Thursday, May 7, 2009

Yucatan Taco. No lo entiendo.



Am I right in thinking that the Yucatan Peninsula is in Mexico?

Maybe the Yucatan Taco folks could take a little visit someday, because that is the poorest excuse for Mexican food I have had in a long time.

And it is expensive as well.

I ordered the ground sirloin taco. Three bucks. The only drier beef I had that week was at Dutch's hamburgers. The Yucatan taco meat was ground, and maybe it was sirloin, but it was as tasteless as cardboard. And the mound of lettuce in the middle of the taco, I guess that's to make it look pretty? And the sauce? Was that queso or yellow mayonaisse?

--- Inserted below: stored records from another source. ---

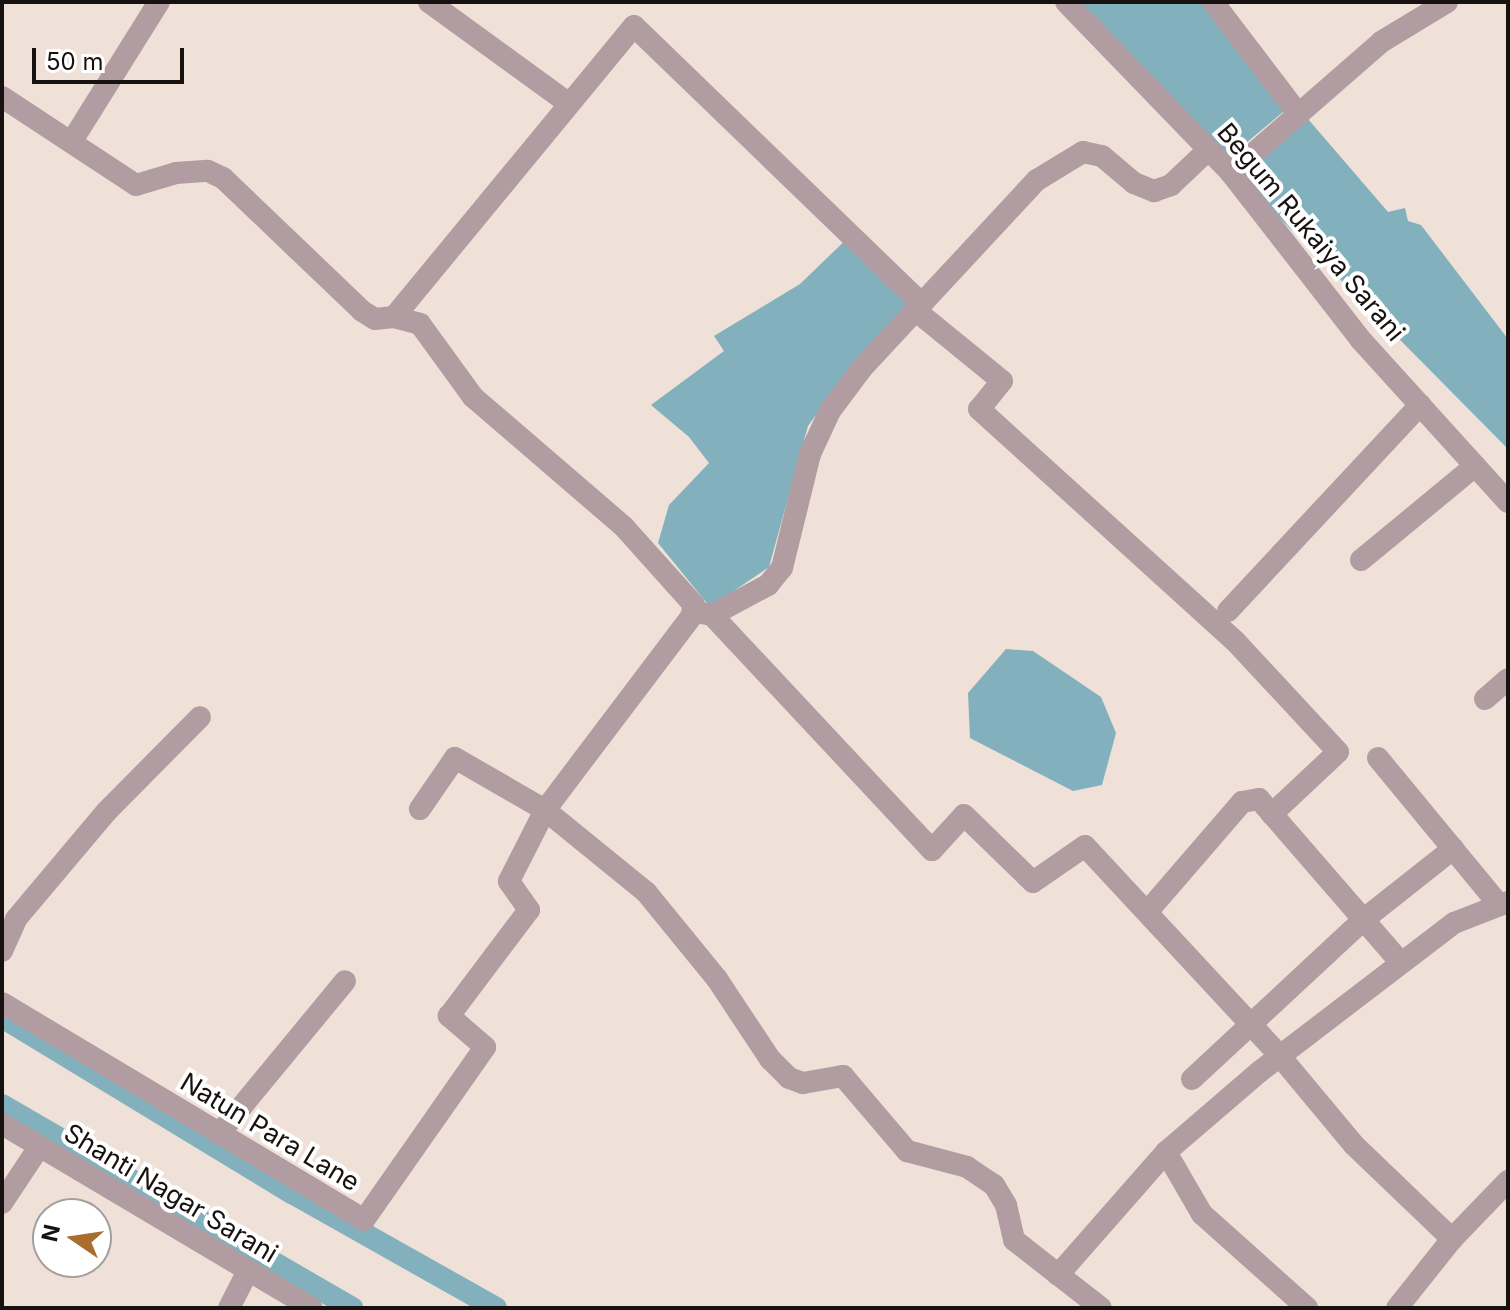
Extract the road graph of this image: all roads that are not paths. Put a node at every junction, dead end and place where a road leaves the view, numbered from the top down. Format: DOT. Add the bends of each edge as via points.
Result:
graph roads {
  1 [pos="159,2"];
  2 [pos="429,2"];
  3 [pos="1066,2"];
  4 [pos="1213,2"];
  5 [pos="1447,2"];
  6 [pos="2,97"];
  7 [pos="568,103"];
  8 [pos="1299,115"];
  9 [pos="72,141"];
  10 [pos="1208,150"];
  11 [pos="1231,173"];
  12 [pos="918,306"];
  13 [pos="394,317"];
  14 [pos="1420,405"];
  15 [pos="1475,466"];
  16 [pos="1508,502"];
  17 [pos="1361,560"];
  18 [pos="1228,611"];
  19 [pos="702,613"];
  20 [pos="1508,679"];
  21 [pos="1485,699"];
  22 [pos="200,717"];
  23 [pos="1378,758"];
  24 [pos="420,809"];
  25 [pos="545,810"];
  26 [pos="1272,814"];
  27 [pos="1453,849"];
  28 [pos="1503,904"];
  29 [pos="1148,911"];
  30 [pos="1363,920"];
  31 [pos="2,951"];
  32 [pos="1400,962"];
  33 [pos="345,981"];
  34 [pos="2,1003"];
  35 [pos="1251,1025"];
  36 [pos="1279,1055"];
  37 [pos="1192,1079"];
  38 [pos="2,1124"];
  39 [pos="219,1134"];
  40 [pos="39,1147"];
  41 [pos="1166,1152"];
  42 [pos="1508,1181"];
  43 [pos="2,1203"];
  44 [pos="1452,1239"];
  45 [pos="247,1273"];
  46 [pos="1058,1275"];
  47 [pos="229,1308"];
  48 [pos="312,1308"];
  49 [pos="1101,1308"];
  50 [pos="1307,1308"];
  51 [pos="1397,1308"];
  1 -- 9 [label="street"];
  2 -- 7 [label="street"];
  3 -- 10 [label="street, Begum Rukaiya Sarani"];
  4 -- 8 [label="street"];
  5 -- 8 [label="street" via="1381,42"];
  6 -- 9 [label="street"];
  7 -- 12 [label="street" via="634,26"];
  7 -- 13 [label="street"];
  8 -- 11 [label="street"];
  9 -- 13 [label="street" via="136,185 176,173 208,171 223,178 362,311 375,319"];
  10 -- 11 [label="street, Begum Rukaiya Sarani"];
  10 -- 12 [label="street" via="1171,185 1154,191 1134,183 1102,156 1083,152 1065,160 1012,204"];
  11 -- 14 [label="street, Begum Rukaiya Sarani" via="1360,339"];
  12 -- 19 [label="street" via="862,368 820,428 786,535 782,568 768,585"];
  12 -- 26 [label="street" via="1002,381 979,409 1235,641 1338,752"];
  13 -- 19 [label="street" via="420,324 473,397 624,527"];
  14 -- 15 [label="street, Begum Rukaiya Sarani"];
  14 -- 18 [label="street"];
  15 -- 16 [label="street, Begum Rukaiya Sarani"];
  15 -- 17 [label="street"];
  19 -- 25 [label="street"];
  19 -- 29 [label="street" via="932,850 964,815 1033,882 1085,846"];
  20 -- 21 [label="street"];
  22 -- 31 [label="street" via="97,823 16,919"];
  23 -- 27 [label="street"];
  24 -- 25 [label="street" via="455,758"];
  25 -- 39 [label="street, Natun Para Lane" via="509,881 529,910 449,1016 485,1047 364,1220"];
  25 -- 46 [label="street" via="646,892 789,1078 803,1083 843,1076 907,1151 967,1167 994,1185 1006,1205 1014,1240"];
  26 -- 29 [label="street" via="1259,799 1242,802"];
  26 -- 30 [label="street"];
  27 -- 28 [label="street"];
  27 -- 30 [label="street"];
  28 -- 32 [label="street" via="1454,923"];
  29 -- 35 [label="street"];
  30 -- 32 [label="street"];
  30 -- 35 [label="street"];
  32 -- 36 [label="street"];
  33 -- 39 [label="street"];
  34 -- 39 [label="street, Natun Para Lane"];
  35 -- 36 [label="street"];
  35 -- 37 [label="street"];
  36 -- 41 [label="street"];
  36 -- 44 [label="street" via="1354,1145"];
  38 -- 40 [label="street, Shanti Nagar Sarani"];
  40 -- 43 [label="street"];
  40 -- 45 [label="street, Shanti Nagar Sarani"];
  41 -- 46 [label="street"];
  41 -- 50 [label="street" via="1202,1214"];
  42 -- 44 [label="street"];
  44 -- 51 [label="street"];
  45 -- 47 [label="street"];
  45 -- 48 [label="street, Shanti Nagar Sarani"];
  46 -- 49 [label="street"];
}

I also ordered guacamole with chips. I don't expect handmade quac but when you are charging $5 for a small dollop I expect better than the tube variety. It was god-awful. Seriously.

My wife had the nachos. It looked kind of cool -- if you like a mountain of chips and shredded lettuce, but it too was ladled with what appeared to be queso. About half way through the mound we gave up looking for anything worth eating.

Now, if Yucatan is just a bar that serves food as a side item. No problemo. Very cool place to drink a beer and hang out. But I think it is a restaurant and it is just bad food. And 3 bucks for a bad taco is just bad ridiculous.

Sorry. Not going back. For the food, anyway.

Wednesday, May 6, 2009

Starbucks' Clover Brewing System



A silver bullet for Starbucks, Inc?


My son spent a few days in Seattle and stayed just a block from the original Starbucks coffee shop. He visited Store 1 and tried a cup of coffee brewed from their new Clover brewing machines. His opinion: excellent and possibly the best cup of coffee he has ever had.

According to the store personnel Starbucks is testing the concept with 75 "Clovers" installed in the USA. I think, Starbucks hopes the "Clover" will help them recover some lost ground. And they need it.

Pikes Place
is a bust, the stores are looking a little tired and out-of-date, McDonald's and Dunkin Donuts are pulling some customers away, and the economy is not helping.

If the Clover brewing system is as good as people say it is, a roll out could help. I say could, because Starbucks has to address this bigger image problem. They have to maintain the "coolness" that comes with drinking the coffee. Try that when you have 10,000 stores all needing to stay up to date.

My suggestions: appeal to your base like Apple did in the 90's. Clean up the menu, simplify ordering, make it a coffee shop again, not a JC Penney's that sells coffee, cut the daily cost of wi-fi, get rid of Pike's Place, improve and simplify the food, and rollout Clover.

Piece o' (coffee) cake . . .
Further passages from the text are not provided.